[[ Supplied records open ]]

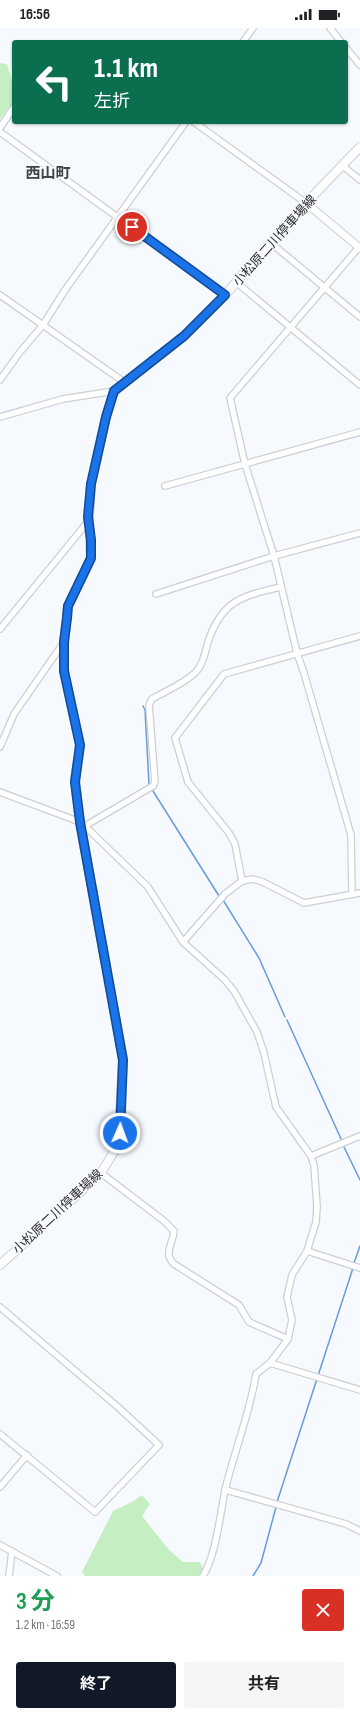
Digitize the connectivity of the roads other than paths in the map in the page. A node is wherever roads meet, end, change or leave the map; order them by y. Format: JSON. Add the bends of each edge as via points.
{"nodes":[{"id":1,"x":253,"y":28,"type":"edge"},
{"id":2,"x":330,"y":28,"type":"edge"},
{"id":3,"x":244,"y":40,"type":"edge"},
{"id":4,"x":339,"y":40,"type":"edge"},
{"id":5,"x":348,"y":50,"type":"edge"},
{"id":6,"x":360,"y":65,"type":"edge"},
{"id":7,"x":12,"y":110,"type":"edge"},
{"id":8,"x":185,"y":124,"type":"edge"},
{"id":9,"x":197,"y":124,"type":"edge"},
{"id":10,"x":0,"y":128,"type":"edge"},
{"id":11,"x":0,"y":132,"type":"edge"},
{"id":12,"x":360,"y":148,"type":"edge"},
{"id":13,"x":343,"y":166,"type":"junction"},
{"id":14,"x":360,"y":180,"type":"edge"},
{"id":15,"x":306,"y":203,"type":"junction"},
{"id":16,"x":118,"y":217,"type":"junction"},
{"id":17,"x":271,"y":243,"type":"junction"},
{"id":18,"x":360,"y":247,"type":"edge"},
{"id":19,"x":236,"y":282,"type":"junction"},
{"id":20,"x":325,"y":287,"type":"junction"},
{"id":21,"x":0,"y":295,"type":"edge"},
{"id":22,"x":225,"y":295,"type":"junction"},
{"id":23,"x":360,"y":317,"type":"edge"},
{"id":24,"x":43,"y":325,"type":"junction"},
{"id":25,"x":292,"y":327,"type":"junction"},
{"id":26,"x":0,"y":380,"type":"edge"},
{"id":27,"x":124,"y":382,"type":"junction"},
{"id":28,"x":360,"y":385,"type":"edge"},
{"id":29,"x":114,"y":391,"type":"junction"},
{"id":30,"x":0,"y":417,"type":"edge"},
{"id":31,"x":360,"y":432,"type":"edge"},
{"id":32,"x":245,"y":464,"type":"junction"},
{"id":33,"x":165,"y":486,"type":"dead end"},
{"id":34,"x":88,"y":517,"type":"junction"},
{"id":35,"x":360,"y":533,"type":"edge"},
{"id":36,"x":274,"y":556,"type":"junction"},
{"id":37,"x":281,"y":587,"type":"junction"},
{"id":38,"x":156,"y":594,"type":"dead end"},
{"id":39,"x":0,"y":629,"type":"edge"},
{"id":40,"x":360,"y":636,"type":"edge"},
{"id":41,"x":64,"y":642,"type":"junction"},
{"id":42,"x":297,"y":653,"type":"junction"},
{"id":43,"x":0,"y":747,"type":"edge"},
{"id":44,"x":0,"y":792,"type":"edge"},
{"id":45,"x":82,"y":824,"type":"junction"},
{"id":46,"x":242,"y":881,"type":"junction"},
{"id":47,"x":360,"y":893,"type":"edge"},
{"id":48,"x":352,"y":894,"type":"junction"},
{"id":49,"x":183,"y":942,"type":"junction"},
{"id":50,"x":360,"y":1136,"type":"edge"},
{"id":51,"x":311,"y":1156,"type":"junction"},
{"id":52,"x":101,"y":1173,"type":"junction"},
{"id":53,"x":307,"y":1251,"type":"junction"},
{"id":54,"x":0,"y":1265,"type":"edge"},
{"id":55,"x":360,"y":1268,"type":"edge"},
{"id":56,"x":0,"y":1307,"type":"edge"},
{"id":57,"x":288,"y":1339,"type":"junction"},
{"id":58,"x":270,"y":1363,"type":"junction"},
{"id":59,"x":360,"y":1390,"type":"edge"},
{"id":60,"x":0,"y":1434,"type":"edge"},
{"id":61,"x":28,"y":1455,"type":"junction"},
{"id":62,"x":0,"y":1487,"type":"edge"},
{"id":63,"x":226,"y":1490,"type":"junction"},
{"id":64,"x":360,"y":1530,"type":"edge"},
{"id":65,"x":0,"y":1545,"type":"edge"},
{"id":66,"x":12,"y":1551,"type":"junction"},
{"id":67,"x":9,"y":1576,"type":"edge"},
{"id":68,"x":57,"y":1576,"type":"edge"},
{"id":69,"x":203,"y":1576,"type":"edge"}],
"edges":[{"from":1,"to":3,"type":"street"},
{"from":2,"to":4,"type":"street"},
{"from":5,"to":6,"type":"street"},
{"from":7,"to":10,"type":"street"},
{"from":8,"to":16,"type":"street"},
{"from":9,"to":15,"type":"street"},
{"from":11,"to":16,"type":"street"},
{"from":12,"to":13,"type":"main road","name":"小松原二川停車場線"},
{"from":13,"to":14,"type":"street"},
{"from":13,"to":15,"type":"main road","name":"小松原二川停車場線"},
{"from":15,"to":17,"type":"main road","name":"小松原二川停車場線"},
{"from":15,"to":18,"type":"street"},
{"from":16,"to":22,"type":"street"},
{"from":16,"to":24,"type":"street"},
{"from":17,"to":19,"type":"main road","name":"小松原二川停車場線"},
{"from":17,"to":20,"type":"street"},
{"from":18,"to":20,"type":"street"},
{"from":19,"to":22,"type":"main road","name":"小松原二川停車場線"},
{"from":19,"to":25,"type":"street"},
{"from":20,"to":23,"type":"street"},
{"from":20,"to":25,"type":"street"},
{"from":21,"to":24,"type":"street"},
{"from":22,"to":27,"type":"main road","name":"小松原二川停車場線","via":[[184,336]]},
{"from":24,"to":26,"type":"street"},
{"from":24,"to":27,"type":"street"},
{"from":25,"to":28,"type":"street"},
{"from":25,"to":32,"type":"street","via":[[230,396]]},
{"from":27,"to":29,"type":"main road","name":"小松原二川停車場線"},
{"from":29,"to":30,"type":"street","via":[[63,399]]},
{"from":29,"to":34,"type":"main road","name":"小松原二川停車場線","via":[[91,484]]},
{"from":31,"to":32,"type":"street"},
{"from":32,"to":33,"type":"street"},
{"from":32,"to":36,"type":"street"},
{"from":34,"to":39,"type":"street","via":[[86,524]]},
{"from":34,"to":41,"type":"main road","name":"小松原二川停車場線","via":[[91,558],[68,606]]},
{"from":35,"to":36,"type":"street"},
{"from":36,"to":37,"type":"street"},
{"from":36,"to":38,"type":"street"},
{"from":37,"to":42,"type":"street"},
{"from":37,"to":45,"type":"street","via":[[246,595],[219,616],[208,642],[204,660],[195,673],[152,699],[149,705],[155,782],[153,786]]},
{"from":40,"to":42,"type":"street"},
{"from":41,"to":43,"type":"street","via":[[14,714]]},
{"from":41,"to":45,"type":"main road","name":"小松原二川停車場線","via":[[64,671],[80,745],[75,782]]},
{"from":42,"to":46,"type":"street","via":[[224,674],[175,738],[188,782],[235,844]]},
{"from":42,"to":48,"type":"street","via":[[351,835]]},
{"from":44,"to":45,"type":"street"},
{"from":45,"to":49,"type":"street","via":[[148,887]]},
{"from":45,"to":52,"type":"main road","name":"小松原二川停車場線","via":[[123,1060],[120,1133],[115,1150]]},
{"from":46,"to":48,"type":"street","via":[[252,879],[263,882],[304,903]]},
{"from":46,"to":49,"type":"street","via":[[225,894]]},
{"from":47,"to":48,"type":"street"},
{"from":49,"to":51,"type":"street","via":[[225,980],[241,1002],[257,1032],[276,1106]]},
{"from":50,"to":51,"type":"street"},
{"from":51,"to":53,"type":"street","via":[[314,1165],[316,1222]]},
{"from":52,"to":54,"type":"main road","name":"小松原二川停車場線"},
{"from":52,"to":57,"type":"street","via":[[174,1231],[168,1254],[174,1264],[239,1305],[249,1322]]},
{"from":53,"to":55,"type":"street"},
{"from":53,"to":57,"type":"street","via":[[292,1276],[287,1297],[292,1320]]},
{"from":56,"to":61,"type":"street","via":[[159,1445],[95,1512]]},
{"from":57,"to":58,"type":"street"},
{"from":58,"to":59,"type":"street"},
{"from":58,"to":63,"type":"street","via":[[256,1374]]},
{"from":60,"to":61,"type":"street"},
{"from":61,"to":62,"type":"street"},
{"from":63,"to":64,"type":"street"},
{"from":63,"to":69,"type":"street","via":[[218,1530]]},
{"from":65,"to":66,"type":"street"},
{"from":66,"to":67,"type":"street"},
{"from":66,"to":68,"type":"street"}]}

[[ Supplied records closed ]]

§ **Problem to solve**: Give the count of lines in the records above that hold the string "dead", and only that count.

§ **The answer**: 2